--- Supplied records ---

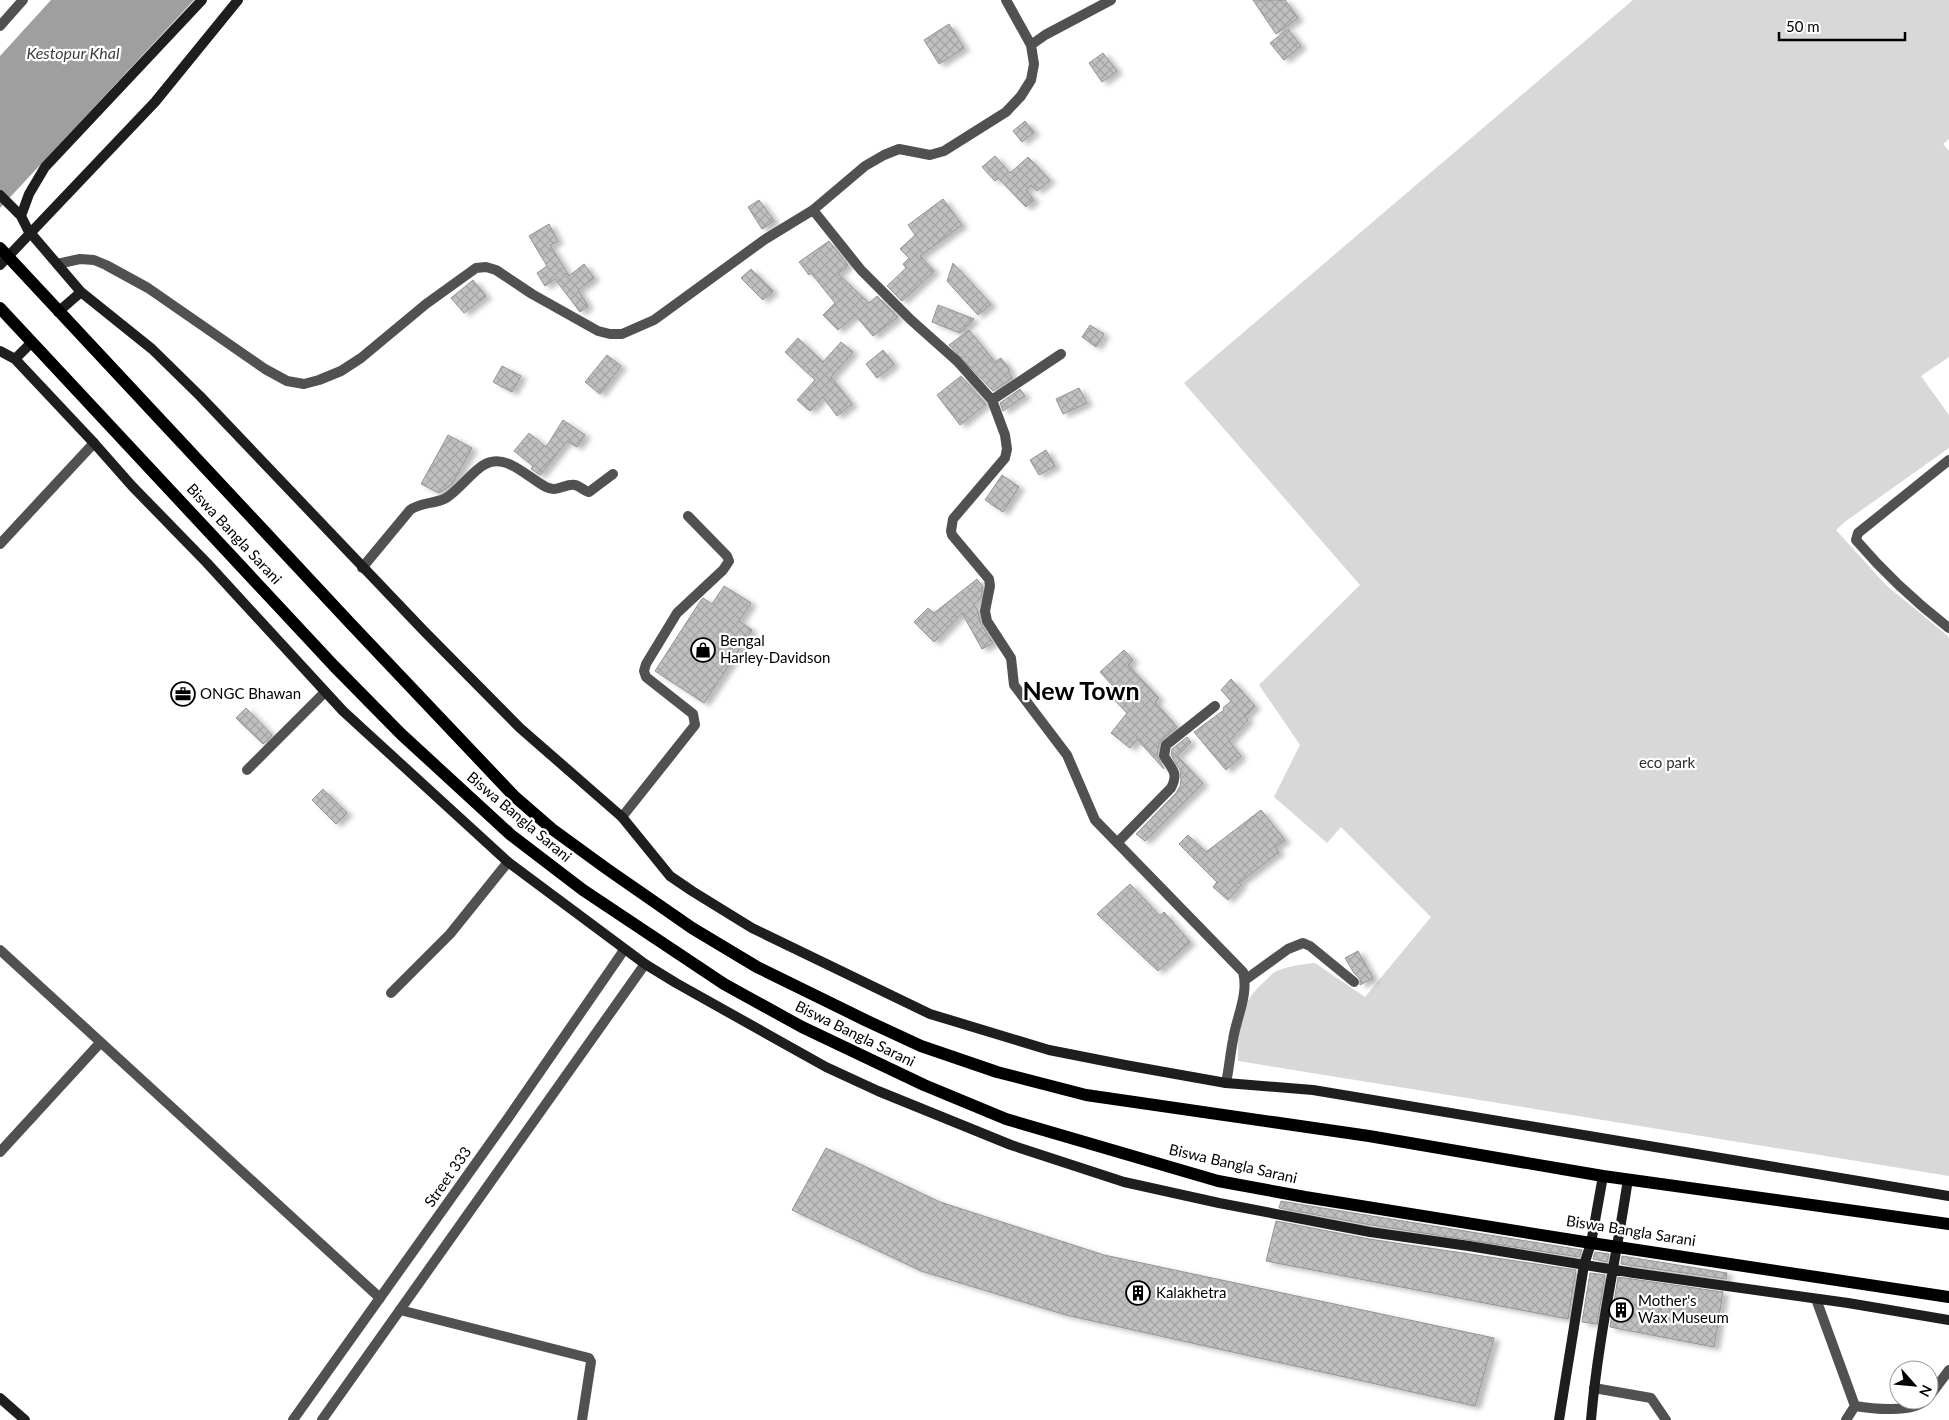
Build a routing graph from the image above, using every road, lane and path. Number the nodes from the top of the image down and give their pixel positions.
1 (23, 0) edge
2 (202, 0) edge
3 (238, 0) edge
4 (1006, 0) edge
5 (1112, 0) edge
6 (0, 26) edge
7 (1031, 45) junction
8 (0, 195) edge
9 (812, 210) junction
10 (21, 216) junction
11 (0, 249) edge
12 (57, 264) junction
13 (0, 265) edge
14 (81, 292) junction
15 (0, 308) edge
16 (58, 312) junction
17 (32, 342) junction
18 (0, 351) edge
19 (1061, 354) dead end
20 (15, 359) junction
21 (992, 400) junction
22 (94, 443) junction
23 (1949, 460) edge
24 (613, 474) dead end
25 (688, 516) dead end
26 (0, 544) edge
27 (362, 568) junction
28 (1949, 628) edge
29 (325, 692) junction
30 (1216, 706) dead end
31 (247, 770) dead end
32 (622, 817) junction
33 (1117, 843) junction
34 (508, 862) junction
35 (0, 950) edge
36 (624, 950) junction
37 (645, 964) junction
38 (1246, 980) junction
39 (1354, 982) dead end
40 (391, 993) dead end
41 (100, 1043) junction
42 (1226, 1083) junction
43 (0, 1152) edge
44 (1603, 1176) junction
45 (1628, 1179) junction
46 (1949, 1196) edge
47 (1949, 1224) edge
48 (1591, 1242) junction
49 (1618, 1246) junction
50 (1584, 1265) junction
51 (1611, 1270) junction
52 (1949, 1297) edge
53 (380, 1298) junction
54 (1816, 1299) junction
55 (400, 1310) junction
56 (1949, 1320) edge
57 (1949, 1370) edge
58 (1939, 1384) edge
59 (1594, 1388) junction
60 (0, 1398) edge
61 (1855, 1406) junction
62 (1889, 1407) edge
63 (25, 1420) edge
64 (293, 1420) edge
65 (322, 1420) edge
66 (582, 1420) edge
67 (1559, 1420) edge
68 (1591, 1420) edge
69 (1666, 1420) edge
70 (1846, 1420) edge

1 - 6 street
2 - 10 street
3 - 13 street
4 - 7 street
5 - 7 street
7 - 9 street
8 - 10 street
9 - 12 street
9 - 21 street
10 - 12 street
11 - 16 main road, Biswa Bangla Sarani
12 - 14 street
14 - 16 street
14 - 27 street
15 - 17 main road, Biswa Bangla Sarani
16 - 44 main road, Biswa Bangla Sarani
17 - 20 street
17 - 48 main road, Biswa Bangla Sarani
18 - 20 street
19 - 21 street
20 - 22 street
21 - 33 street
22 - 26 street
22 - 29 street
23 - 28 street
24 - 27 street
25 - 32 street
27 - 32 street
29 - 31 street
29 - 34 street
30 - 33 street
32 - 42 street
33 - 38 street
34 - 36 street
34 - 40 street
35 - 41 street
36 - 37 street
36 - 53 street, Street 333
37 - 50 street
37 - 55 street
38 - 39 street
38 - 42 street
41 - 43 street
41 - 53 street
42 - 46 street
44 - 45 main road, Biswa Bangla Sarani
44 - 48 street
45 - 47 main road, Biswa Bangla Sarani
45 - 49 street
48 - 49 main road, Biswa Bangla Sarani
48 - 50 street
49 - 51 street
49 - 52 main road, Biswa Bangla Sarani
50 - 51 street
50 - 67 street
51 - 54 street
51 - 59 street
53 - 64 street, Street 333
54 - 56 street
54 - 61 street
55 - 65 street
55 - 66 street
57 - 58 street
59 - 68 street
59 - 69 street
60 - 63 street
61 - 62 street
61 - 70 street

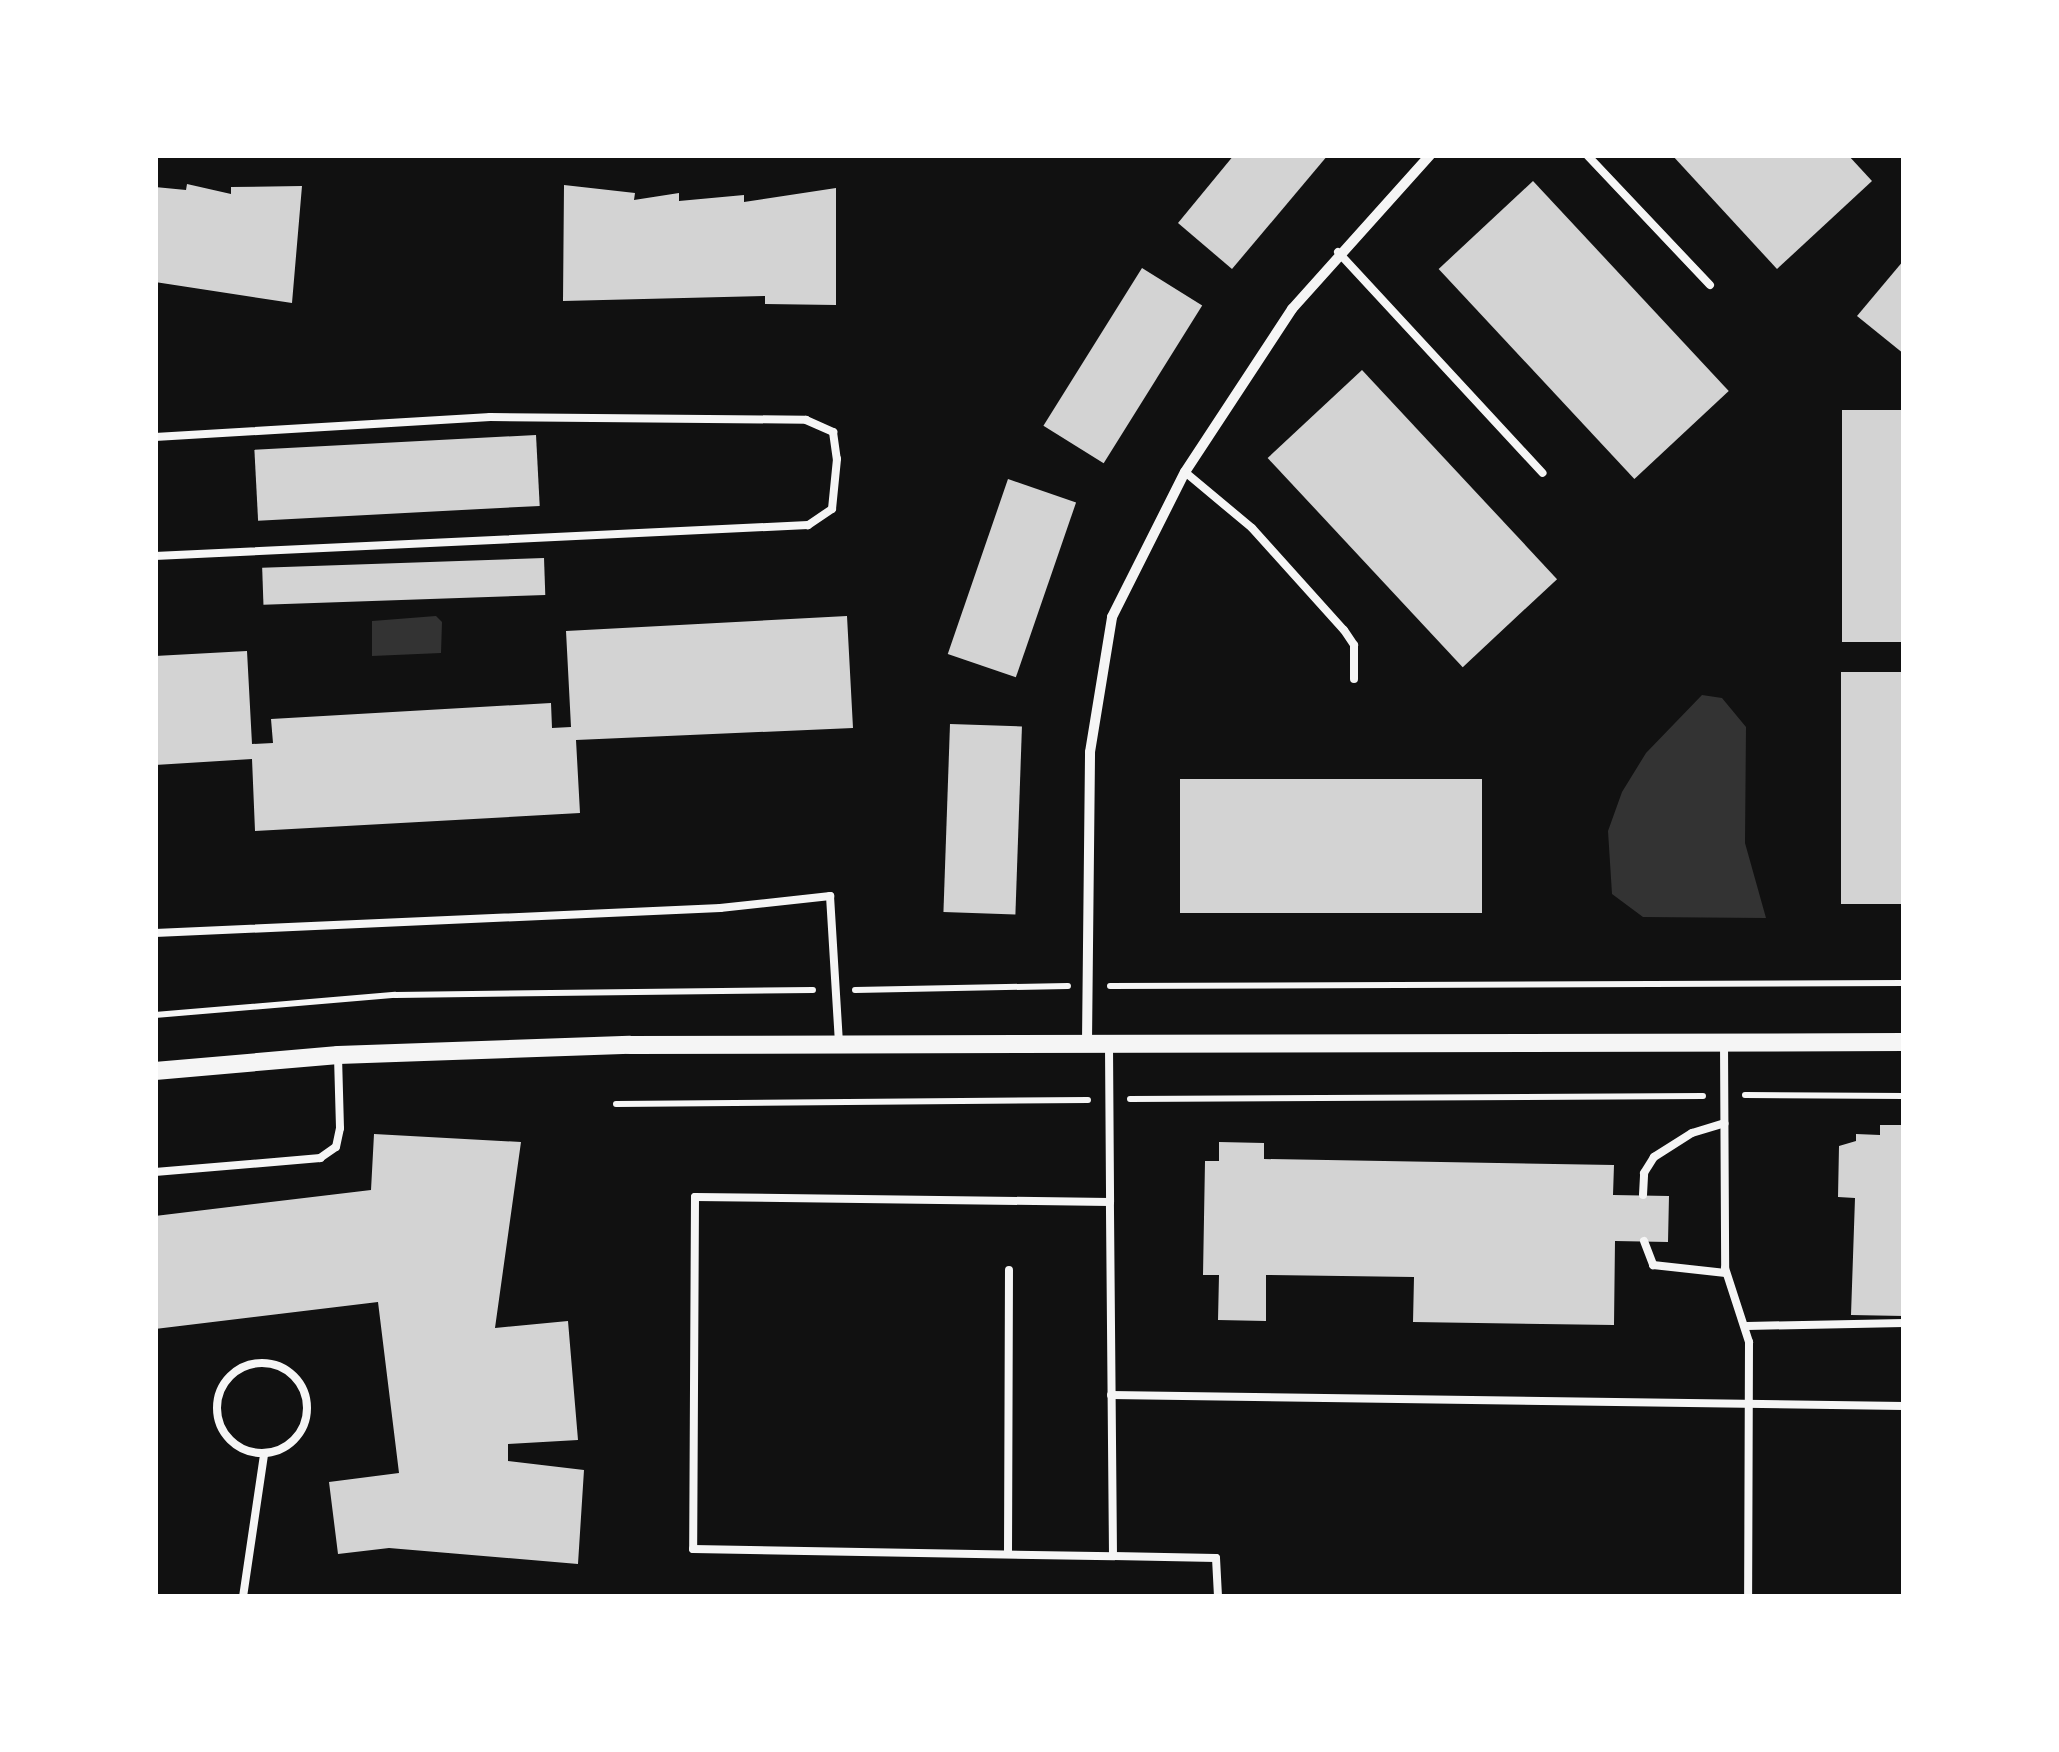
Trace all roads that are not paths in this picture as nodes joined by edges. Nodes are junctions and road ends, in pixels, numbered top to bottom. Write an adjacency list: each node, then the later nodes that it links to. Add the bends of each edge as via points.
1 (1430, 155): 3 (street)
2 (1587, 155): 4 (lane)
3 (1338, 252): 6 (street); 7 (lane)
4 (1710, 285)
5 (155, 436): 8 (lane, via 490,417 806,420 836,438 838,483 832,509 808,525)
6 (1185, 472): 9 (lane, via 1252,528 1344,630 1354,645); 11 (street, via 1130,572 1098,679 1090,752)
7 (1543, 473)
8 (155, 556)
9 (1354, 679)
10 (155, 934): 14 (lane, via 720,908 830,896)
11 (1087, 1042): 12 (street); 14 (street)
12 (1109, 1042): 15 (street); 21 (lane)
13 (1904, 1042): 15 (street)
14 (839, 1043): 16 (street)
15 (1724, 1043): 18 (lane)
16 (338, 1055): 17 (street); 19 (lane, via 340,1128 336,1146 320,1158)
17 (155, 1071)
18 (1724, 1124): 20 (lane, via 1692,1133 1654,1157 1644,1173); 24 (lane)
19 (155, 1172)
20 (1643, 1195)
21 (1110, 1202): 27 (lane); 31 (lane, via 695,1198 693,1549)
22 (1644, 1241): 24 (lane, via 1652,1265)
23 (1008, 1270): 31 (lane)
24 (1726, 1273): 26 (lane)
25 (1904, 1324): 26 (lane)
26 (1746, 1326): 28 (lane)
27 (1111, 1395): 28 (lane); 32 (lane)
28 (1749, 1404): 29 (lane); 35 (lane)
29 (1904, 1406)
30 (264, 1454): 30 (lane, via 301,1431 306,1402 281,1368 252,1364 227,1380 216,1406 236,1445); 33 (lane)
31 (1008, 1554): 32 (lane)
32 (1113, 1556): 34 (lane, via 1216,1558)
33 (242, 1597)
34 (1218, 1597)
35 (1748, 1597)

---

Exercise goal |
The answer must be all the lines above that hold the word "nodes".

Output for this task |
Build a routing graph from the image above, using every road, lane and path. Number the nodes from the top of the image down and give their pixel positions.
Trace all roads that are not paths in this picture as nodes joined by edges. Nodes are junctions and road ends, in pixels, numbered top to bottom. Write an adjacency list: each node, then the later nodes that it links to. Add the bends of each edge as via points.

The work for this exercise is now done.